La Dolce Vita iniziò in un ristorante storico di Roma: il Rugantino in Trastevere. Qui, infatti, la contessina Olghina di Robilant festeggiò il suo ventiquattresimo compleanno, evento mondano che riunì la crème della società di quel tempo e passò alle cronache per lo spogliarello estemporaneo con cui la bellissima ballerina turco-armena Aichè Nana terminò la serata.
In quel periodo ebbero un’influenza importante molti registi cinematografici, che cavalcarono il successo di Cinecittà per farsi conoscere su larga scala.
I costi ridotti e la facilità di realizzazione di pellicole attirarono anche molti registi dagli Stati Uniti, il che servì a rafforzare il legame cinematografico tra Italia e America. Uno dei registi più importanti del tempo fu proprio Federico Fellini, la cui sopracitata pellicola La Dolce Vita rivoluzionò anche il mondo del giornalismo. Infatti, sarà proprio il nome di un protagonista del film, Paparazzo, a creare un vero e proprio neologismo che da quel momento in poi verrà utilizzato, in Italia e nel mondo, per indicare la professione dei fotografi alla ricerca di scatti compromettenti.
La Roma di quel tempo era un enorme party privato in cui tutte le star del cinema americano oziavano tra boutique e ristoranti: La Taylor passeggiava per via Veneto ancora vestita da Cleopatra, mentre Audrey Hepburn faceva shopping nelle boutique del centro. Cary Grant e Rock Hudson indugiavano a Cinecittà e Mike Hargitay era solito andare a mangiare davanti al Pantheon.

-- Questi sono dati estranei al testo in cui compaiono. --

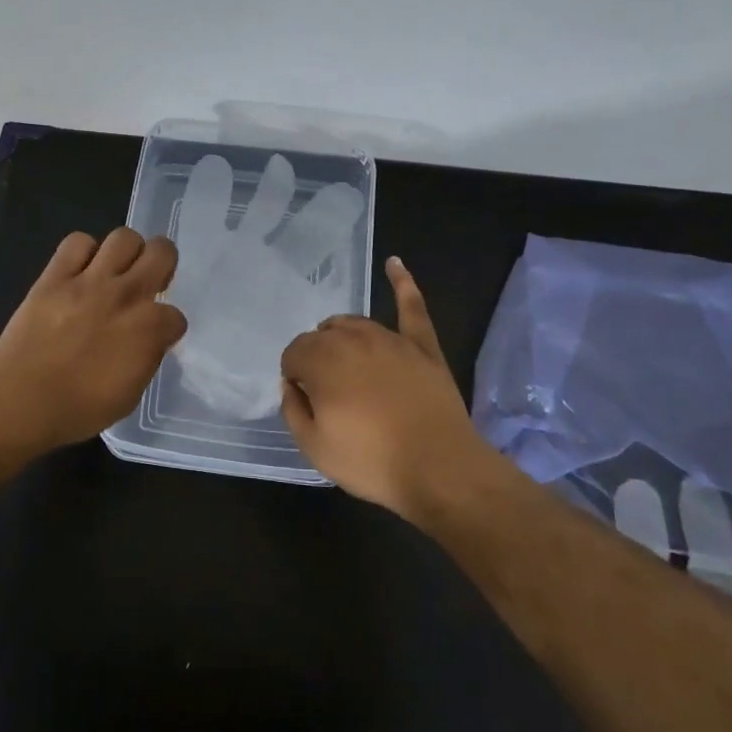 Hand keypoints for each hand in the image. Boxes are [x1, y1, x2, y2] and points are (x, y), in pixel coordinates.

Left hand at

Il luogo che però rappresenta al meglio quegli anni fu Via Veneto, nella quale c’erano (e ci sono tutt’oggi) i locali che hanno ospitato le feste più esclusive del jet set dell’epoca.
Il Grand Hotel Excelsior fu il luogo più rappresentativo della vita notturna, l’imperioso hotel fu teatro di svariate feste che riunivano tutti i personaggi più illustri del decennio.
Oltre al Grand Hotel anche il ristorante Doney e il Cafè De Paris, anch’essi ancora oggi in attività, hanno giocato un ruolo importante nella vita mondana del tempo.
Ma la Dolce Vita non fu soltanto un’epoca di divertimenti ed eccessi, ma anche e soprattutto un periodo molto prolifico a livello culturale per l’Italia. Non è un caso che Piazza del Popolo divenne un luogo di ritrovo per tante personalità illustri del mondo intellettuale. Tra questi non si può non ricordare Pier Paolo Pasolini, lo scrittore Alberto Moravia, Alberto Arbasino, Goffredo Parise, Ennio Flaiano e un giovane Umberto Eco.
La Dolce Vita finì con le rivolte studentesche e operaie del ’68.
Per quanto si è cercato di replicarlo, questo periodo è intrinsecamente legato al tempo e al contesto sociale in cui è fiorito, anche se come sostengono molti intellettuali con la Milano da bere degli anni ’80 “ci siamo quasi riusciti”.